Your reproduction of the entries should be exact and should contain no pictures.
### INFORMATION ###
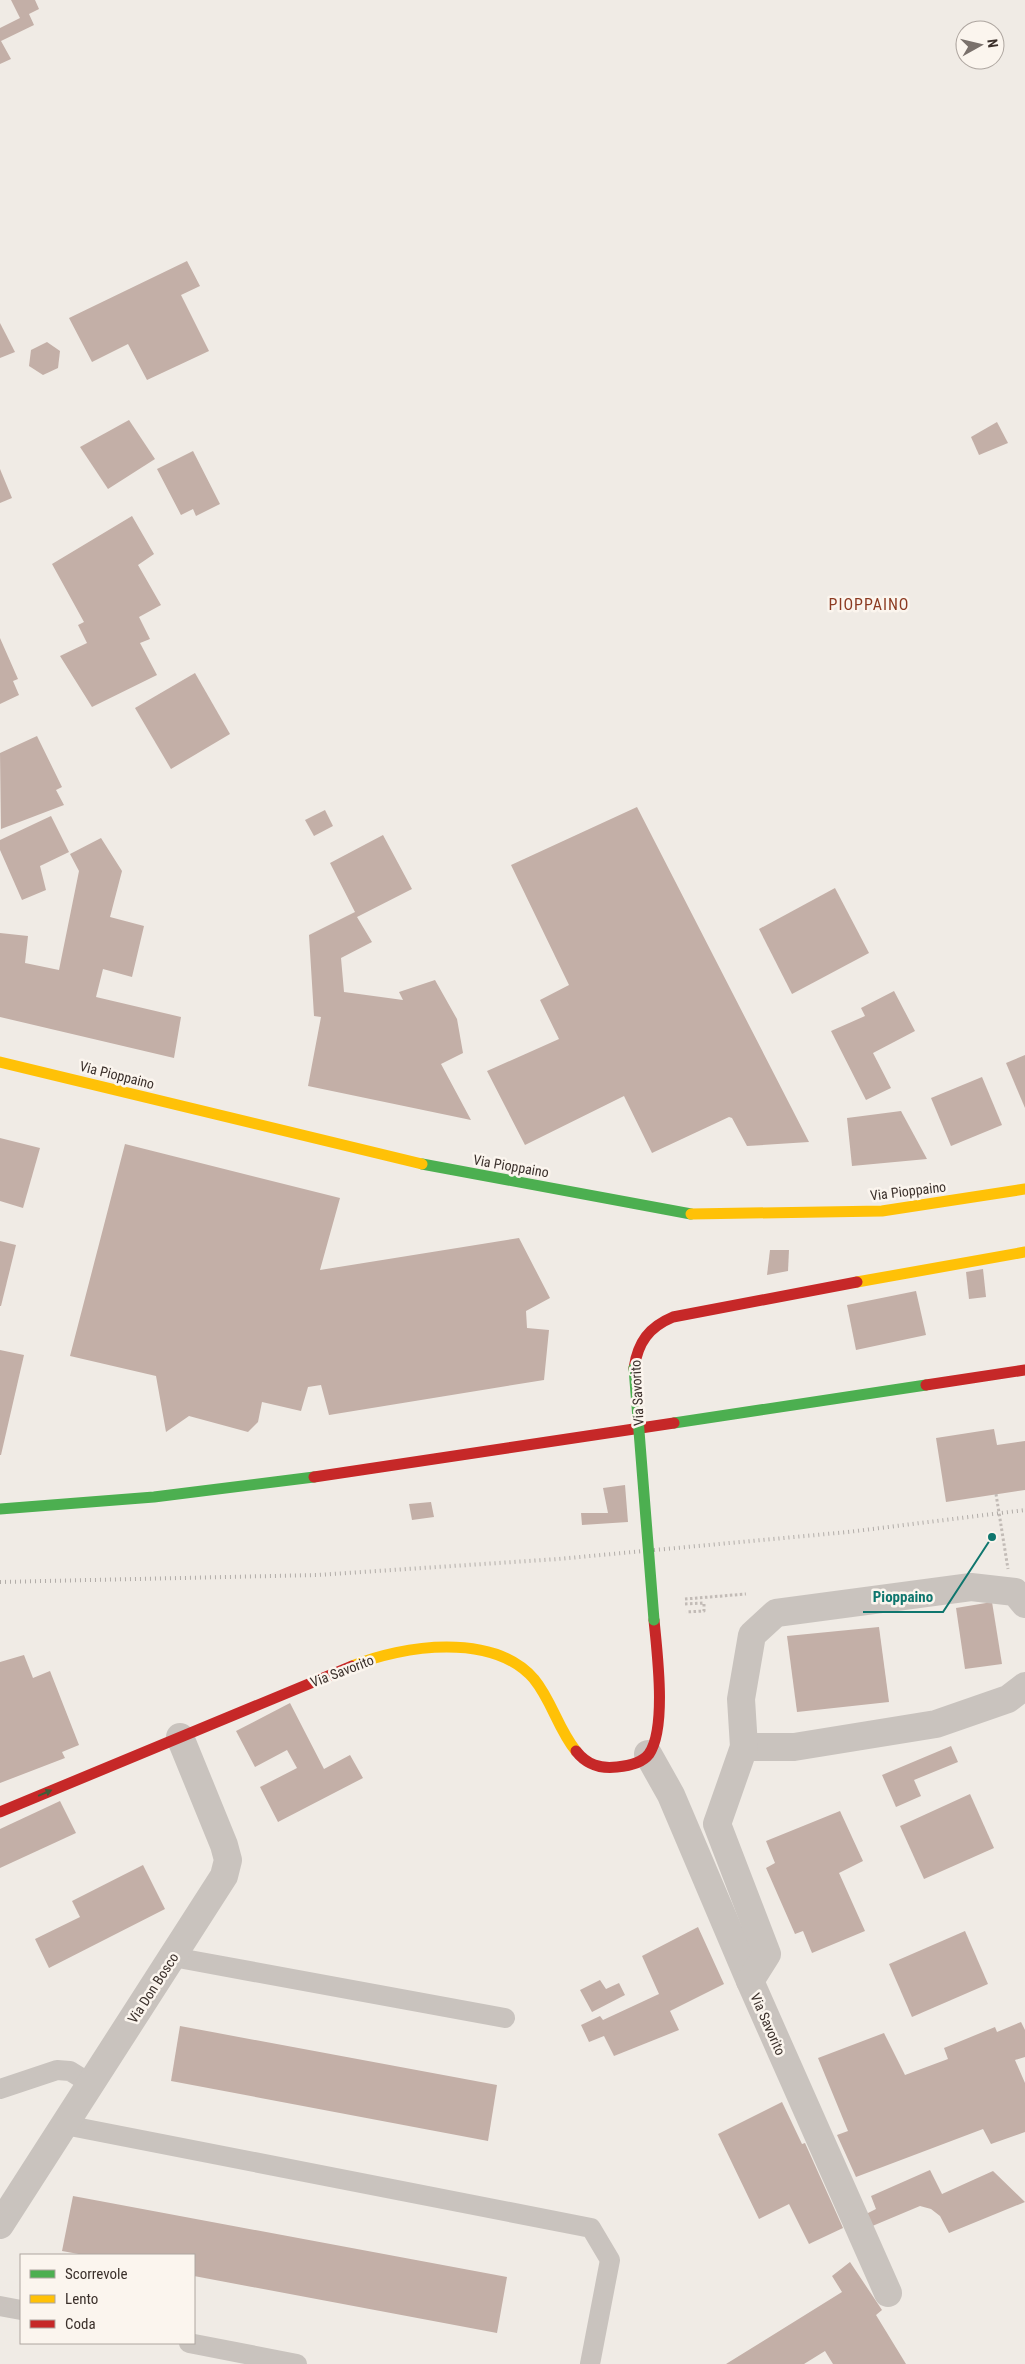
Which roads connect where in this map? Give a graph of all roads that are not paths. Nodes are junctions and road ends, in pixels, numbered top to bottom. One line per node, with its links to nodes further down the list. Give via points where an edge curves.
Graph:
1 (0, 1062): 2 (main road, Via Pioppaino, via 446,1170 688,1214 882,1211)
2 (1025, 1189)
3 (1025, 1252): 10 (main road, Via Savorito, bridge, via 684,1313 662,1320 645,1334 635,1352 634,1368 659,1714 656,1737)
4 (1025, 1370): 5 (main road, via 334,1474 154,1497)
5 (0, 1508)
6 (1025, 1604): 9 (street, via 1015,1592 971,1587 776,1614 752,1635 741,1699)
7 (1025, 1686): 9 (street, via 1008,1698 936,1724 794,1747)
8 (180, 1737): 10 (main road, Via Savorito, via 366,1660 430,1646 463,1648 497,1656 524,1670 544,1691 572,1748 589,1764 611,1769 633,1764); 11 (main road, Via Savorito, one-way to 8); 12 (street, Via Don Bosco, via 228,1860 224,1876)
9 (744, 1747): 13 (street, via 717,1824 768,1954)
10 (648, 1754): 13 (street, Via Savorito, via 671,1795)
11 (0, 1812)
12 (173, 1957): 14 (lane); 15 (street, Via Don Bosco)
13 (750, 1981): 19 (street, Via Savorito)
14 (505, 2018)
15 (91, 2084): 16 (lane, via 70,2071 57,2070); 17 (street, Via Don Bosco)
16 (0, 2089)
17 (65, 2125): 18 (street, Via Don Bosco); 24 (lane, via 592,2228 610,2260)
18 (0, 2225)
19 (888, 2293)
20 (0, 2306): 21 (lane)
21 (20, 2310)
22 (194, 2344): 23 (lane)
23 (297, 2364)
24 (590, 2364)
###
SOLUTION FOR THIS TASK:
Which roads connect where in this map? Give a graph of all roads that are not paths. Nodes are junctions and road ends, in pixels, numbered top to bottom. One line per node, with its links to nodes further down the list. Give via points where an edge curves.
Graph:
1 (0, 1062): 2 (main road, Via Pioppaino, via 446,1170 688,1214 882,1211)
2 (1025, 1189)
3 (1025, 1252): 10 (main road, Via Savorito, bridge, via 684,1313 662,1320 645,1334 635,1352 634,1368 659,1714 656,1737)
4 (1025, 1370): 5 (main road, via 334,1474 154,1497)
5 (0, 1508)
6 (1025, 1604): 9 (street, via 1015,1592 971,1587 776,1614 752,1635 741,1699)
7 (1025, 1686): 9 (street, via 1008,1698 936,1724 794,1747)
8 (180, 1737): 10 (main road, Via Savorito, via 366,1660 430,1646 463,1648 497,1656 524,1670 544,1691 572,1748 589,1764 611,1769 633,1764); 11 (main road, Via Savorito, one-way to 8); 12 (street, Via Don Bosco, via 228,1860 224,1876)
9 (744, 1747): 13 (street, via 717,1824 768,1954)
10 (648, 1754): 13 (street, Via Savorito, via 671,1795)
11 (0, 1812)
12 (173, 1957): 14 (lane); 15 (street, Via Don Bosco)
13 (750, 1981): 19 (street, Via Savorito)
14 (505, 2018)
15 (91, 2084): 16 (lane, via 70,2071 57,2070); 17 (street, Via Don Bosco)
16 (0, 2089)
17 (65, 2125): 18 (street, Via Don Bosco); 24 (lane, via 592,2228 610,2260)
18 (0, 2225)
19 (888, 2293)
20 (0, 2306): 21 (lane)
21 (20, 2310)
22 (194, 2344): 23 (lane)
23 (297, 2364)
24 (590, 2364)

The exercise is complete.